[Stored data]
***

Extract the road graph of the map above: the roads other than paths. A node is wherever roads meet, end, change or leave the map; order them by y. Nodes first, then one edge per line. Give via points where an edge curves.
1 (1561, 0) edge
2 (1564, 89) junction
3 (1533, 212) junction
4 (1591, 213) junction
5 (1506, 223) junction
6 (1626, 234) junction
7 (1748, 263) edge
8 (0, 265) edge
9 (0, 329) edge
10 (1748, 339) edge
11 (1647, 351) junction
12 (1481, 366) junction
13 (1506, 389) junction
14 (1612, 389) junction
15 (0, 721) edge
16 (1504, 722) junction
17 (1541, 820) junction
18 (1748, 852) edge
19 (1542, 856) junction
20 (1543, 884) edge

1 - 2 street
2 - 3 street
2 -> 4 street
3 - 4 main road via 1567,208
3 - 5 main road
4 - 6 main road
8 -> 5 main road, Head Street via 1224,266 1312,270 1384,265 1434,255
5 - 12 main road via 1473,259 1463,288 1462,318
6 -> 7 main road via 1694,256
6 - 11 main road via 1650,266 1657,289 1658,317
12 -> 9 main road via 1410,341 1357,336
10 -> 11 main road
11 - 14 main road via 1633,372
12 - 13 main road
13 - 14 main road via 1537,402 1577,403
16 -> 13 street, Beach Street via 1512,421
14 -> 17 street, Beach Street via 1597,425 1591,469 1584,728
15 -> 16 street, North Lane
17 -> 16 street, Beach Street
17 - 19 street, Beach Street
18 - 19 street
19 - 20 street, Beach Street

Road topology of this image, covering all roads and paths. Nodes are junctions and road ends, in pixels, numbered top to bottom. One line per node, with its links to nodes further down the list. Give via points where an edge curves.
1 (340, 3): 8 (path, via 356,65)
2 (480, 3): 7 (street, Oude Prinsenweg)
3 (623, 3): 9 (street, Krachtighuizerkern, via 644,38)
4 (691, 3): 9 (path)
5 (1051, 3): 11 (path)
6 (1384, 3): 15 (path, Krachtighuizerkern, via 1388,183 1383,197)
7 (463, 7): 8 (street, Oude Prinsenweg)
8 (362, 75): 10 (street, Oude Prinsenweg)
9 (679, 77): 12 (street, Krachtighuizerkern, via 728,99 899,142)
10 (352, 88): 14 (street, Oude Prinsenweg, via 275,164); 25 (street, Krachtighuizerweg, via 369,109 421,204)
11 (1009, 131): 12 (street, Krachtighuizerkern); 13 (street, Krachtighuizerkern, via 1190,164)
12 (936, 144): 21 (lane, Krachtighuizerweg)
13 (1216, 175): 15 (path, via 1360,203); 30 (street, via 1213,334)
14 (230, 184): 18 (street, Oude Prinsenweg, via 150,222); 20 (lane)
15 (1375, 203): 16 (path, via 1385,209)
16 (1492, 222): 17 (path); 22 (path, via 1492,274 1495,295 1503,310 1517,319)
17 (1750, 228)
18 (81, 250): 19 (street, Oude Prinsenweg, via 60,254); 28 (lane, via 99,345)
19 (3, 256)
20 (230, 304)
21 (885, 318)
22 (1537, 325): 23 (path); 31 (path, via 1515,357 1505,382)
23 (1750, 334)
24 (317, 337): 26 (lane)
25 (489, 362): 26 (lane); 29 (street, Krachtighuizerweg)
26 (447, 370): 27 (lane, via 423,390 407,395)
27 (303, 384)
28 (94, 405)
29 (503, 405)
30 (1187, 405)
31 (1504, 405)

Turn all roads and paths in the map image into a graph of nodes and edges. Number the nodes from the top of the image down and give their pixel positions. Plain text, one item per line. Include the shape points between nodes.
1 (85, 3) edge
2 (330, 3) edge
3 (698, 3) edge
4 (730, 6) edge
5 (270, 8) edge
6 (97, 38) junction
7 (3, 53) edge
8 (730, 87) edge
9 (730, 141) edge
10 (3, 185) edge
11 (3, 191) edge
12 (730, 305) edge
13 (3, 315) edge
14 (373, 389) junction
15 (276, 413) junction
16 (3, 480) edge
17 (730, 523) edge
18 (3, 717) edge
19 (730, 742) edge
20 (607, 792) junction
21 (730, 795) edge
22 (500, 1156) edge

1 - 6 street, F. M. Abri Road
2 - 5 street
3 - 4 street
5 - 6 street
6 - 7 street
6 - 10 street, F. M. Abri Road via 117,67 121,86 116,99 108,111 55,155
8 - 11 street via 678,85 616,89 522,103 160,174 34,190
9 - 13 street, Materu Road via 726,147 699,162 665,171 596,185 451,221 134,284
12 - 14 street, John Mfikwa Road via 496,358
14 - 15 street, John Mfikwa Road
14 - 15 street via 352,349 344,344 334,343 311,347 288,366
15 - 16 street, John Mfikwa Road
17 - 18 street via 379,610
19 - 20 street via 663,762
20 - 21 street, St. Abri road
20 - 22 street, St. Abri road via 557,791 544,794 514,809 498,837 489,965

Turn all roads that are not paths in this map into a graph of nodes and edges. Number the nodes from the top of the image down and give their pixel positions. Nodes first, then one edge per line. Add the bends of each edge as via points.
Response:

***

The data above should be returned in full, exactly as written.

Extract the road graph of the map above: the roads other than paths. A node is wherever roads meet, end, change or leave the map; order them by y. Nodes first, then one edge per line. Give via points where an edge curves.
1 (1561, 0) edge
2 (1564, 89) junction
3 (1533, 212) junction
4 (1591, 213) junction
5 (1506, 223) junction
6 (1626, 234) junction
7 (1748, 263) edge
8 (0, 265) edge
9 (0, 329) edge
10 (1748, 339) edge
11 (1647, 351) junction
12 (1481, 366) junction
13 (1506, 389) junction
14 (1612, 389) junction
15 (0, 721) edge
16 (1504, 722) junction
17 (1541, 820) junction
18 (1748, 852) edge
19 (1542, 856) junction
20 (1543, 884) edge

1 - 2 street
2 - 3 street
2 -> 4 street
3 - 4 main road via 1567,208
3 - 5 main road
4 - 6 main road
8 -> 5 main road, Head Street via 1224,266 1312,270 1384,265 1434,255
5 - 12 main road via 1473,259 1463,288 1462,318
6 -> 7 main road via 1694,256
6 - 11 main road via 1650,266 1657,289 1658,317
12 -> 9 main road via 1410,341 1357,336
10 -> 11 main road
11 - 14 main road via 1633,372
12 - 13 main road
13 - 14 main road via 1537,402 1577,403
16 -> 13 street, Beach Street via 1512,421
14 -> 17 street, Beach Street via 1597,425 1591,469 1584,728
15 -> 16 street, North Lane
17 -> 16 street, Beach Street
17 - 19 street, Beach Street
18 - 19 street
19 - 20 street, Beach Street

Road topology of this image, covering all roads and paths. Nodes are junctions and road ends, in pixels, numbered top to bottom. One line per node, with its links to nodes further down the list. Give via points where an edge curves.
1 (340, 3): 8 (path, via 356,65)
2 (480, 3): 7 (street, Oude Prinsenweg)
3 (623, 3): 9 (street, Krachtighuizerkern, via 644,38)
4 (691, 3): 9 (path)
5 (1051, 3): 11 (path)
6 (1384, 3): 15 (path, Krachtighuizerkern, via 1388,183 1383,197)
7 (463, 7): 8 (street, Oude Prinsenweg)
8 (362, 75): 10 (street, Oude Prinsenweg)
9 (679, 77): 12 (street, Krachtighuizerkern, via 728,99 899,142)
10 (352, 88): 14 (street, Oude Prinsenweg, via 275,164); 25 (street, Krachtighuizerweg, via 369,109 421,204)
11 (1009, 131): 12 (street, Krachtighuizerkern); 13 (street, Krachtighuizerkern, via 1190,164)
12 (936, 144): 21 (lane, Krachtighuizerweg)
13 (1216, 175): 15 (path, via 1360,203); 30 (street, via 1213,334)
14 (230, 184): 18 (street, Oude Prinsenweg, via 150,222); 20 (lane)
15 (1375, 203): 16 (path, via 1385,209)
16 (1492, 222): 17 (path); 22 (path, via 1492,274 1495,295 1503,310 1517,319)
17 (1750, 228)
18 (81, 250): 19 (street, Oude Prinsenweg, via 60,254); 28 (lane, via 99,345)
19 (3, 256)
20 (230, 304)
21 (885, 318)
22 (1537, 325): 23 (path); 31 (path, via 1515,357 1505,382)
23 (1750, 334)
24 (317, 337): 26 (lane)
25 (489, 362): 26 (lane); 29 (street, Krachtighuizerweg)
26 (447, 370): 27 (lane, via 423,390 407,395)
27 (303, 384)
28 (94, 405)
29 (503, 405)
30 (1187, 405)
31 (1504, 405)

Turn all roads and paths in the map image into a graph of nodes and edges. Number the nodes from the top of the image down and give their pixel positions. Plain text, one item per line. Include the shape points between nodes.
1 (85, 3) edge
2 (330, 3) edge
3 (698, 3) edge
4 (730, 6) edge
5 (270, 8) edge
6 (97, 38) junction
7 (3, 53) edge
8 (730, 87) edge
9 (730, 141) edge
10 (3, 185) edge
11 (3, 191) edge
12 (730, 305) edge
13 (3, 315) edge
14 (373, 389) junction
15 (276, 413) junction
16 (3, 480) edge
17 (730, 523) edge
18 (3, 717) edge
19 (730, 742) edge
20 (607, 792) junction
21 (730, 795) edge
22 (500, 1156) edge

1 - 6 street, F. M. Abri Road
2 - 5 street
3 - 4 street
5 - 6 street
6 - 7 street
6 - 10 street, F. M. Abri Road via 117,67 121,86 116,99 108,111 55,155
8 - 11 street via 678,85 616,89 522,103 160,174 34,190
9 - 13 street, Materu Road via 726,147 699,162 665,171 596,185 451,221 134,284
12 - 14 street, John Mfikwa Road via 496,358
14 - 15 street, John Mfikwa Road
14 - 15 street via 352,349 344,344 334,343 311,347 288,366
15 - 16 street, John Mfikwa Road
17 - 18 street via 379,610
19 - 20 street via 663,762
20 - 21 street, St. Abri road
20 - 22 street, St. Abri road via 557,791 544,794 514,809 498,837 489,965

Turn all roads that are not paths in this map into a graph of nodes and edges. Number the nodes from the top of the image down and give their pixel positions. Nodes first, then one edge per line. Add the bends of each edge as via points.
Response:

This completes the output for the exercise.